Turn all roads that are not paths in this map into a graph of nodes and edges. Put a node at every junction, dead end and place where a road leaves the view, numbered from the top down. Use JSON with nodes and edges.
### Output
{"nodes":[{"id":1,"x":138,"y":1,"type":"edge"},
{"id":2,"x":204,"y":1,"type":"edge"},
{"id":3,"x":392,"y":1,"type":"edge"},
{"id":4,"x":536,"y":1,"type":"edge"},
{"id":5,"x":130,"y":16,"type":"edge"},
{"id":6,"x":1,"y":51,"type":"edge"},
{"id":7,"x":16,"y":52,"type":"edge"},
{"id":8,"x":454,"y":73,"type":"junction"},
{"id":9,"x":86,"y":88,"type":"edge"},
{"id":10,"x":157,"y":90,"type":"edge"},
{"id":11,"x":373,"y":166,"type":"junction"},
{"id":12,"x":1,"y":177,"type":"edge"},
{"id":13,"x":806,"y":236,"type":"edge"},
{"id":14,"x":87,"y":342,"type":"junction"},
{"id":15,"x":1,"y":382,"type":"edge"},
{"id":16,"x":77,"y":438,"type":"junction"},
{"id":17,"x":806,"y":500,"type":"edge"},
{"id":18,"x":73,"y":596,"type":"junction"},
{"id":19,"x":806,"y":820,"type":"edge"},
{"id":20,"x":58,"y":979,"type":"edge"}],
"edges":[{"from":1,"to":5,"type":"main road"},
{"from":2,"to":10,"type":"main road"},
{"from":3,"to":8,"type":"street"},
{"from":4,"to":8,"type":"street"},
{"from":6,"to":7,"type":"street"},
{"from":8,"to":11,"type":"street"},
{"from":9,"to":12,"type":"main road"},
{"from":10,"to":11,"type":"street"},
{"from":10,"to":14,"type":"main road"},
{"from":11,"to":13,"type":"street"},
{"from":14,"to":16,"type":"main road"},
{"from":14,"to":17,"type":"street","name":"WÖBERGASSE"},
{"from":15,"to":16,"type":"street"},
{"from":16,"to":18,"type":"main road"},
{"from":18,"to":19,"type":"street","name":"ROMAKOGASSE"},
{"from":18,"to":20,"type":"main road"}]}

The task: Please say how many lines of the records contain the word "nodes", giving the number by itself.

Written answer: 2